» WORK INSTRUCTION:
Each record is to be given again without alteration.
══ EXERCISE INPUT
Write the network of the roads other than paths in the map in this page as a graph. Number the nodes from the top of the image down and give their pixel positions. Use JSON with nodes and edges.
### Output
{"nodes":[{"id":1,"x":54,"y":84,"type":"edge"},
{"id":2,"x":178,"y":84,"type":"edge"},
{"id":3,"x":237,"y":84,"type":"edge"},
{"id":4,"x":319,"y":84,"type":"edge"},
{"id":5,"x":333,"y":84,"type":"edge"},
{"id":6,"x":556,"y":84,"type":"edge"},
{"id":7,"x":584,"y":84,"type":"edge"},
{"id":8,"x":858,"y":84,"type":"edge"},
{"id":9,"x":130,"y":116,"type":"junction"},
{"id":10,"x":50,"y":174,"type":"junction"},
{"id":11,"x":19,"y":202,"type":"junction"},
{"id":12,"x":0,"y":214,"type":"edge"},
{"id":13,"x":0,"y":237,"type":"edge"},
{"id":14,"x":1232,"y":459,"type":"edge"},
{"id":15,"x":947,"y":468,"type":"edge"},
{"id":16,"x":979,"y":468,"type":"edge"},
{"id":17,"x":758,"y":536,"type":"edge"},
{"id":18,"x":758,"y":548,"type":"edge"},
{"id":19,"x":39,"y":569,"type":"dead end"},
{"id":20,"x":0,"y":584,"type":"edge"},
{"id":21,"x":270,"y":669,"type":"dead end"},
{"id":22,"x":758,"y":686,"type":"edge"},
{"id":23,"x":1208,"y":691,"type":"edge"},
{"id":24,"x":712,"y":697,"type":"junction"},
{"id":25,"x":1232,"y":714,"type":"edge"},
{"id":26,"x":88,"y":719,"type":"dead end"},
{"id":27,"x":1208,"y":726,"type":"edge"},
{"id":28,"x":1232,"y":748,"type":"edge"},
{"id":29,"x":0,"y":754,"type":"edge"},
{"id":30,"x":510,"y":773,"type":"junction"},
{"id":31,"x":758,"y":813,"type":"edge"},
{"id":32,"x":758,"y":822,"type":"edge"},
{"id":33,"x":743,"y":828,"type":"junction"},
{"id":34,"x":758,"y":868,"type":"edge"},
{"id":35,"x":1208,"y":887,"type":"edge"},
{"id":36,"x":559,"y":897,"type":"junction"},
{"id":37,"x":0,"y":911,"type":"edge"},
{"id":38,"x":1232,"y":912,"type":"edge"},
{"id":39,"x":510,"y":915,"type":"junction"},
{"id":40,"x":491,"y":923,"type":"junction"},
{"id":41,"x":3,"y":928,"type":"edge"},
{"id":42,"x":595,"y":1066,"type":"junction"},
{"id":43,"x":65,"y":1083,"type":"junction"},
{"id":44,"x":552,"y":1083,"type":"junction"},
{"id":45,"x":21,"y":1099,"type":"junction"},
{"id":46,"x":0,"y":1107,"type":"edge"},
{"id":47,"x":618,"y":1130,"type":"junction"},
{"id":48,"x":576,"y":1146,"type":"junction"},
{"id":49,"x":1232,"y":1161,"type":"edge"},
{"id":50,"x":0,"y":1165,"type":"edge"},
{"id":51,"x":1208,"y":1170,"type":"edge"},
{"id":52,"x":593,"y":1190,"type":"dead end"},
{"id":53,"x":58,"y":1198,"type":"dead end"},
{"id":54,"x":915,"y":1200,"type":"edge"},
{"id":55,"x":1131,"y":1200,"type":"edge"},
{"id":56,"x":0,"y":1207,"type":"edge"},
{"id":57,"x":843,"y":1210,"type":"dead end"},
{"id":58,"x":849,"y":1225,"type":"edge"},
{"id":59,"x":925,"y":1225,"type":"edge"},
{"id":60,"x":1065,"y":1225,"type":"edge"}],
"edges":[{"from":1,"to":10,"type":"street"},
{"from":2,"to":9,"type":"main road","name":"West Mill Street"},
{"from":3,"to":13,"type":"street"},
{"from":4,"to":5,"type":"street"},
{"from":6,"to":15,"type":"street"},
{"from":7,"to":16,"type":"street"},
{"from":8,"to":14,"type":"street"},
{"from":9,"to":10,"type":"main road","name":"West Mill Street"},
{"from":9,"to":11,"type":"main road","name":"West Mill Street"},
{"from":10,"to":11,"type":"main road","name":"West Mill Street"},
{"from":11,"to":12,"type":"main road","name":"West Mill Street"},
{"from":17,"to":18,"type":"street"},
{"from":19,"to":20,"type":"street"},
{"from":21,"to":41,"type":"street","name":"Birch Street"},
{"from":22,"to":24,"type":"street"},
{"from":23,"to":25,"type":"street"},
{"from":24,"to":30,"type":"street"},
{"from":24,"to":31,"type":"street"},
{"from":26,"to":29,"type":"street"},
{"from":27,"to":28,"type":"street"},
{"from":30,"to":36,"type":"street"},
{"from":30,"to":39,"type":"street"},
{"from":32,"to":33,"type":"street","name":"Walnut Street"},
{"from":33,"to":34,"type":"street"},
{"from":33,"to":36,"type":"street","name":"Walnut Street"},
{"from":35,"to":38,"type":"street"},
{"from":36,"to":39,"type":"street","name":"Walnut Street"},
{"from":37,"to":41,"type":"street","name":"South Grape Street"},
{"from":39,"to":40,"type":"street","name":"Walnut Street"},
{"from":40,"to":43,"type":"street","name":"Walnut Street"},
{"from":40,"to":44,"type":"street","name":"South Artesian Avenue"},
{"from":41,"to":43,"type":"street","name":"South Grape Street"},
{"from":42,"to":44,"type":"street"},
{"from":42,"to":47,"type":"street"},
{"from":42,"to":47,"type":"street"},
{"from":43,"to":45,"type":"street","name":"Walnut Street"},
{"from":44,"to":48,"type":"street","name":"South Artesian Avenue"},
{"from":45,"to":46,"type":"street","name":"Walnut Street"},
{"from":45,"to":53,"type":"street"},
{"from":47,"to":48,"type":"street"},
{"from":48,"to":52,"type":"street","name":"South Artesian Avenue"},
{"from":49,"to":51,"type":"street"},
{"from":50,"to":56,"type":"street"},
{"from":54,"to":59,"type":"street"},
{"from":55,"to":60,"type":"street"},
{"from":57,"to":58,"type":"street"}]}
════
» RESPONSE TO THE EXERCISE:
Write the network of the roads other than paths in the map in this page as a graph. Number the nodes from the top of the image down and give their pixel positions. Use JSON with nodes and edges.
### Output
{"nodes":[{"id":1,"x":54,"y":84,"type":"edge"},
{"id":2,"x":178,"y":84,"type":"edge"},
{"id":3,"x":237,"y":84,"type":"edge"},
{"id":4,"x":319,"y":84,"type":"edge"},
{"id":5,"x":333,"y":84,"type":"edge"},
{"id":6,"x":556,"y":84,"type":"edge"},
{"id":7,"x":584,"y":84,"type":"edge"},
{"id":8,"x":858,"y":84,"type":"edge"},
{"id":9,"x":130,"y":116,"type":"junction"},
{"id":10,"x":50,"y":174,"type":"junction"},
{"id":11,"x":19,"y":202,"type":"junction"},
{"id":12,"x":0,"y":214,"type":"edge"},
{"id":13,"x":0,"y":237,"type":"edge"},
{"id":14,"x":1232,"y":459,"type":"edge"},
{"id":15,"x":947,"y":468,"type":"edge"},
{"id":16,"x":979,"y":468,"type":"edge"},
{"id":17,"x":758,"y":536,"type":"edge"},
{"id":18,"x":758,"y":548,"type":"edge"},
{"id":19,"x":39,"y":569,"type":"dead end"},
{"id":20,"x":0,"y":584,"type":"edge"},
{"id":21,"x":270,"y":669,"type":"dead end"},
{"id":22,"x":758,"y":686,"type":"edge"},
{"id":23,"x":1208,"y":691,"type":"edge"},
{"id":24,"x":712,"y":697,"type":"junction"},
{"id":25,"x":1232,"y":714,"type":"edge"},
{"id":26,"x":88,"y":719,"type":"dead end"},
{"id":27,"x":1208,"y":726,"type":"edge"},
{"id":28,"x":1232,"y":748,"type":"edge"},
{"id":29,"x":0,"y":754,"type":"edge"},
{"id":30,"x":510,"y":773,"type":"junction"},
{"id":31,"x":758,"y":813,"type":"edge"},
{"id":32,"x":758,"y":822,"type":"edge"},
{"id":33,"x":743,"y":828,"type":"junction"},
{"id":34,"x":758,"y":868,"type":"edge"},
{"id":35,"x":1208,"y":887,"type":"edge"},
{"id":36,"x":559,"y":897,"type":"junction"},
{"id":37,"x":0,"y":911,"type":"edge"},
{"id":38,"x":1232,"y":912,"type":"edge"},
{"id":39,"x":510,"y":915,"type":"junction"},
{"id":40,"x":491,"y":923,"type":"junction"},
{"id":41,"x":3,"y":928,"type":"edge"},
{"id":42,"x":595,"y":1066,"type":"junction"},
{"id":43,"x":65,"y":1083,"type":"junction"},
{"id":44,"x":552,"y":1083,"type":"junction"},
{"id":45,"x":21,"y":1099,"type":"junction"},
{"id":46,"x":0,"y":1107,"type":"edge"},
{"id":47,"x":618,"y":1130,"type":"junction"},
{"id":48,"x":576,"y":1146,"type":"junction"},
{"id":49,"x":1232,"y":1161,"type":"edge"},
{"id":50,"x":0,"y":1165,"type":"edge"},
{"id":51,"x":1208,"y":1170,"type":"edge"},
{"id":52,"x":593,"y":1190,"type":"dead end"},
{"id":53,"x":58,"y":1198,"type":"dead end"},
{"id":54,"x":915,"y":1200,"type":"edge"},
{"id":55,"x":1131,"y":1200,"type":"edge"},
{"id":56,"x":0,"y":1207,"type":"edge"},
{"id":57,"x":843,"y":1210,"type":"dead end"},
{"id":58,"x":849,"y":1225,"type":"edge"},
{"id":59,"x":925,"y":1225,"type":"edge"},
{"id":60,"x":1065,"y":1225,"type":"edge"}],
"edges":[{"from":1,"to":10,"type":"street"},
{"from":2,"to":9,"type":"main road","name":"West Mill Street"},
{"from":3,"to":13,"type":"street"},
{"from":4,"to":5,"type":"street"},
{"from":6,"to":15,"type":"street"},
{"from":7,"to":16,"type":"street"},
{"from":8,"to":14,"type":"street"},
{"from":9,"to":10,"type":"main road","name":"West Mill Street"},
{"from":9,"to":11,"type":"main road","name":"West Mill Street"},
{"from":10,"to":11,"type":"main road","name":"West Mill Street"},
{"from":11,"to":12,"type":"main road","name":"West Mill Street"},
{"from":17,"to":18,"type":"street"},
{"from":19,"to":20,"type":"street"},
{"from":21,"to":41,"type":"street","name":"Birch Street"},
{"from":22,"to":24,"type":"street"},
{"from":23,"to":25,"type":"street"},
{"from":24,"to":30,"type":"street"},
{"from":24,"to":31,"type":"street"},
{"from":26,"to":29,"type":"street"},
{"from":27,"to":28,"type":"street"},
{"from":30,"to":36,"type":"street"},
{"from":30,"to":39,"type":"street"},
{"from":32,"to":33,"type":"street","name":"Walnut Street"},
{"from":33,"to":34,"type":"street"},
{"from":33,"to":36,"type":"street","name":"Walnut Street"},
{"from":35,"to":38,"type":"street"},
{"from":36,"to":39,"type":"street","name":"Walnut Street"},
{"from":37,"to":41,"type":"street","name":"South Grape Street"},
{"from":39,"to":40,"type":"street","name":"Walnut Street"},
{"from":40,"to":43,"type":"street","name":"Walnut Street"},
{"from":40,"to":44,"type":"street","name":"South Artesian Avenue"},
{"from":41,"to":43,"type":"street","name":"South Grape Street"},
{"from":42,"to":44,"type":"street"},
{"from":42,"to":47,"type":"street"},
{"from":42,"to":47,"type":"street"},
{"from":43,"to":45,"type":"street","name":"Walnut Street"},
{"from":44,"to":48,"type":"street","name":"South Artesian Avenue"},
{"from":45,"to":46,"type":"street","name":"Walnut Street"},
{"from":45,"to":53,"type":"street"},
{"from":47,"to":48,"type":"street"},
{"from":48,"to":52,"type":"street","name":"South Artesian Avenue"},
{"from":49,"to":51,"type":"street"},
{"from":50,"to":56,"type":"street"},
{"from":54,"to":59,"type":"street"},
{"from":55,"to":60,"type":"street"},
{"from":57,"to":58,"type":"street"}]}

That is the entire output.